Stephan Näschen glaubt, dass ausgefeilte Technik und Bewässerungsanlagen an extremen Straßenstandorten künftig unerlässlich sind – allerdings kostet das zwischen 15.000 und 25.000 Euro pro Baum. Auch in Heilbronn ist dies eher die Ausnahme: 70 Prozent aller Stadtbäume haben Trockenschäden noch vom vorigen Jahr – Ausgang ungewiss.
Berlin greift zur Gießkanne
Automatische Bewässerungsanlagen für Straßenbäume sind in Berlin keine Alternative. Aber weil die Niederschläge auch in diesem Jahr nicht ausreichen, investiert der Senat zusätzlich eine Million Euro, um die Bäume zu wässern. Außerdem rief er die Berliner zum Gießen auf:
"Ich gieße gerade den Straßenbaum vor meinem Haus, weil der zweite Sommer in Folge sehr trocken ist. Jetzt sind schon einzelne Ästchen abgestorben, so dass ich befürchte, dass er dieses Jahr vielleicht ganz eingehen würde, wenn sich niemand kümmert."
Und die Berliner engagieren sich auch finanziell für ihre Bäume: Seit einigen Jahren spenden sie im Rahmen der Stadtbaumkampagne Geld, mit dem ein neuer Baum gekauft und die ersten drei Jahre gepflegt wird.
Wenig Raum zum Wurzeln
Allerdings kann nicht jeder gefällte Baum sofort ersetzt werden – und das nicht nur aus finanziellen Gründen, erklärt der Leiter des Grünflächenamtes Friedrichshain-Kreuzberg, Felix Weisbrich:
"Das ist ein großer Missstand, dass die Bäume schlicht und einfach nicht genug Platz zum Wurzeln haben: kein tiefes Wurzelwerk, keine gute Wasseranschlussfähigkeit, keine gute Dürreresistenz. Der Standort und die Standortherstellung eines Baums sind mindestens und wahrscheinlich noch deutlich gewichtiger als die Baumarten-Wahl selber."
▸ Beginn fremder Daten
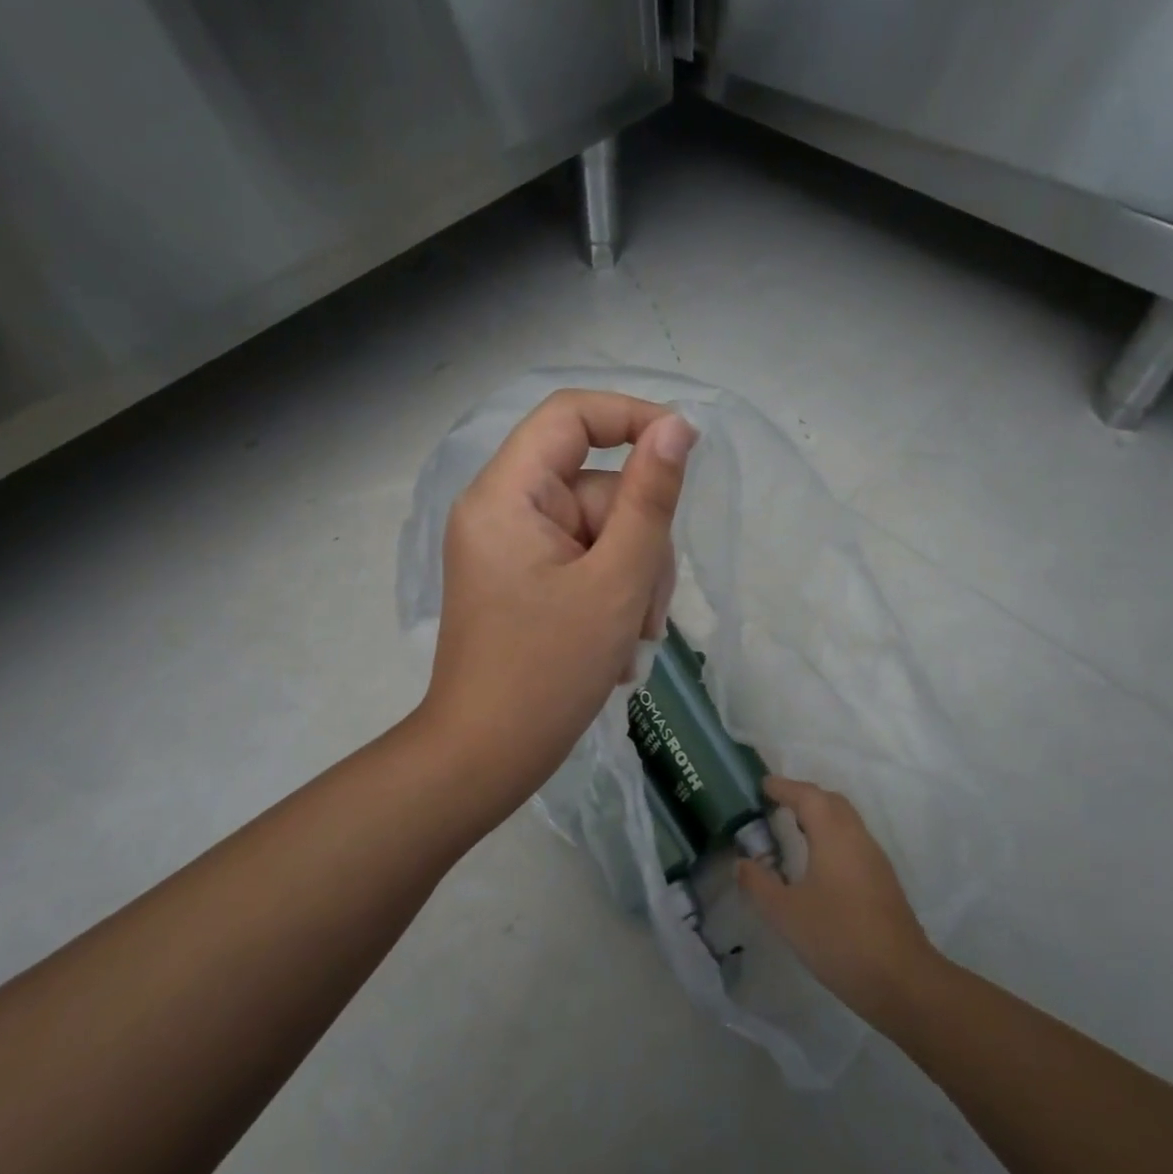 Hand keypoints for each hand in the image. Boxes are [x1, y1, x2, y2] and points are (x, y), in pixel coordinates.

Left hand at [419, 388, 695, 813]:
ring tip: (631, 638)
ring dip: (631, 580)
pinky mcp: (523, 579)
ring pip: (601, 531)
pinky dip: (610, 596)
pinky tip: (615, 646)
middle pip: (597, 487)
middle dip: (638, 543)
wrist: (486, 757)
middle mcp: (502, 509)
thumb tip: (677, 428)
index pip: (571, 416)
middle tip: (646, 610)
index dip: (632, 418)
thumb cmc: (549, 672)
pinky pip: (584, 562)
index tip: (686, 452)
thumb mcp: (616, 581)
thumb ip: (650, 498)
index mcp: (508, 495)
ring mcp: (512, 547)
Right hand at [737, 776, 942, 1028]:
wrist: (901, 980)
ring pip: (845, 821)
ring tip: (791, 829)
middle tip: (775, 804)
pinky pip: (852, 841)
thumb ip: (759, 884)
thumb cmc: (838, 938)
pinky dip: (831, 835)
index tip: (761, 785)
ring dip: (819, 816)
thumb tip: (743, 863)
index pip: (807, 795)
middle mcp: (857, 837)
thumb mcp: (786, 914)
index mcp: (834, 835)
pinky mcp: (882, 880)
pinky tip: (817, 862)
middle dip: (802, 796)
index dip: (783, 787)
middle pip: (830, 801)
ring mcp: (874, 858)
In Friedrichshain-Kreuzberg arbeitet das Grünflächenamt eng mit dem Straßenbauamt zusammen: Gemeinsam sucht man Baumgruben, die groß genug für die Wurzeln sind, und wo sie nicht durch Straßenarbeiten und das Verlegen von Leitungen verletzt werden.
Obstbäume sind widerstandsfähiger
Darüber hinaus experimentiert man auch hier mit klimaresistenteren Baumarten:
"Wir haben ein Konzept der 'essbaren Stadt': Esskastanie haben wir hier angepflanzt und andere Baumarten, insbesondere auch Obstbäume, die auch Trockenresistenz aufweisen, wo wir aber auch den Bürgerinnen und Bürgern unseres Bezirkes deutlich machen können, dass es auch andere interessante Nutzungsaspekte dieser Bäume gibt, dass man dann vielleicht auch eine Esskastanie, eine Marone mal ernten kann und dann daraus beispielsweise einen Kuchen backen kann oder Ähnliches."
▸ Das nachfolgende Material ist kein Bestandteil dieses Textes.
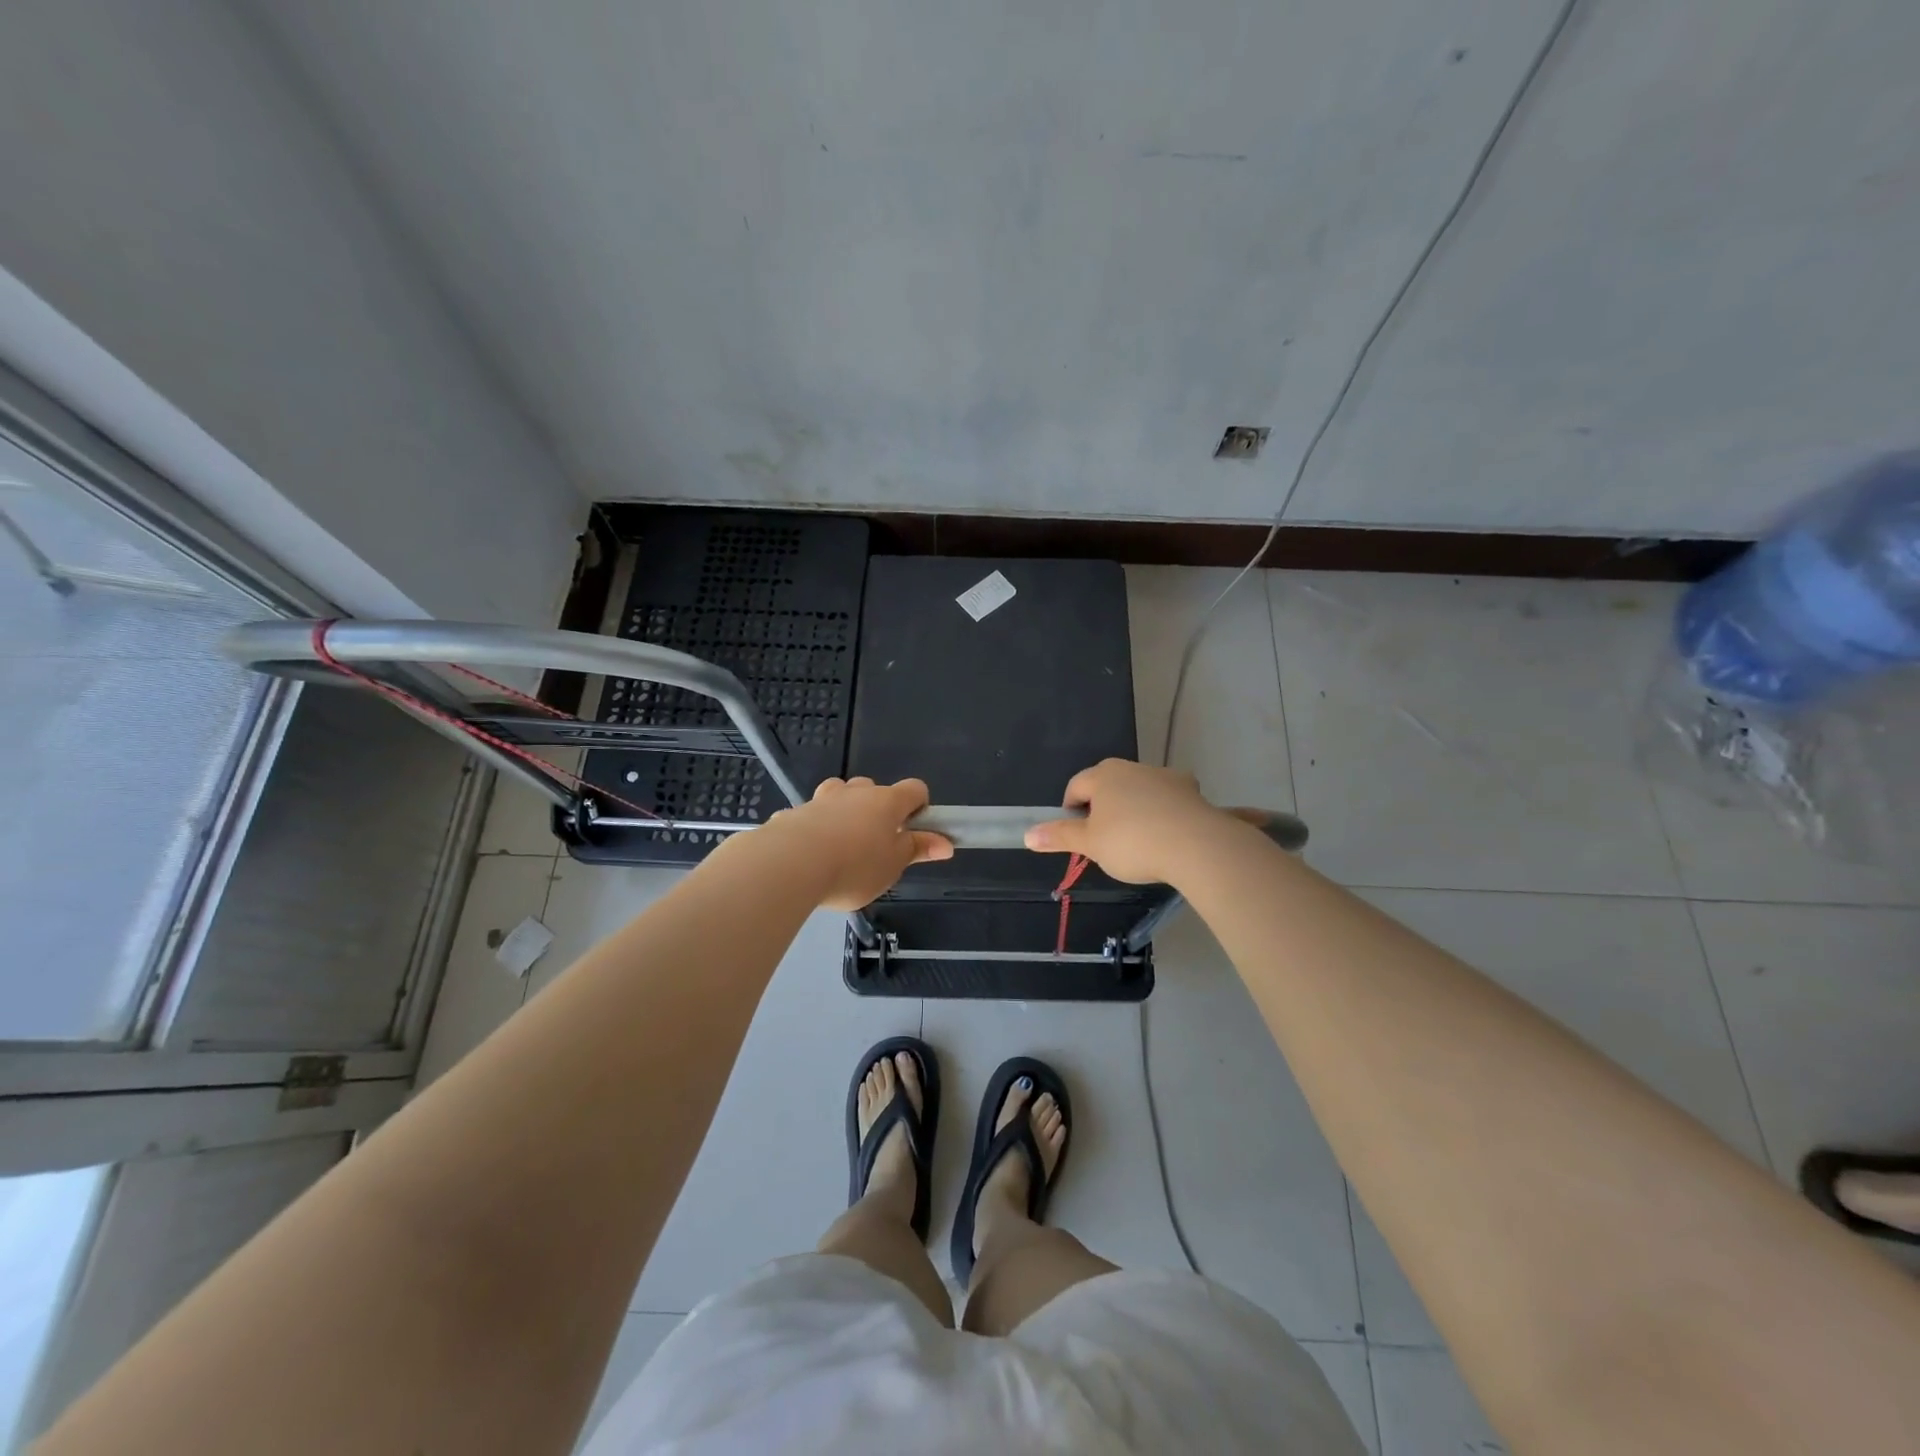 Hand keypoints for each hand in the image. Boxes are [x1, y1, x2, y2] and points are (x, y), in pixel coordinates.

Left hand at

Vorbehalte gegenüber gebietsfremden Bäumen
Viele Städte haben jedoch Bedenken gegenüber gebietsfremden Bäumen, da sie fürchten, dass einheimische Insekten diese nicht anfliegen. Das wurde in einem Forschungsprojekt der Universität Würzburg widerlegt. Die Vielfalt an Insekten sei bei einheimischen und gebietsfremden Baumarten gleich groß.
Einige Insekten kämen auf einheimischen, andere nur auf gebietsfremden und wieder andere auf allen Baumarten vor, sagt Susanne Böll, die schon über 10 Jahre zu dem Thema forscht:
"Das sagt einem, dass wir die größte Artenvielfalt genau dann kriegen, wenn wir nicht mehr Alleen aus einer Baumart pflanzen, sondern wenn wir Mischalleen pflanzen, was auch gut ist wegen neuer Schädlinge, die reinkommen oder Krankheiten, die sich dann nicht so schnell ausbreiten können - und bei diesen Misch-Pflanzungen dürfen und sollten dann auch südosteuropäische Baumarten dabei sein."
Verkürzte Lebenszeit von Bäumen
Es besteht dringend Handlungsbedarf: Wurden nämlich Straßenbäume früher durchschnittlich 80 Jahre alt, ist zu befürchten, dass sie künftig nur noch 50, im Extremfall nicht mehr als 20 Jahre an unseren Straßen stehen.
"Ich hoffe nicht, denn ich finde, dass im Moment gerade ein großes Umdenken stattfindet, also man merkt, dass die Bürger doch immer mehr richtiggehend fordern, dass Bäume erhalten werden bzw. dass mehr Bäume gepflanzt werden. Und ich denke, dass das im Moment gerade auch in der Politik ankommt und vielleicht dazu hilft, dass bei der Planung von neuen Stadtvierteln oder der Umwidmung von alten Stadtvierteln, dass man da Bäume eben mehr berücksichtigt und mehr Gelder zur Verfügung stellt."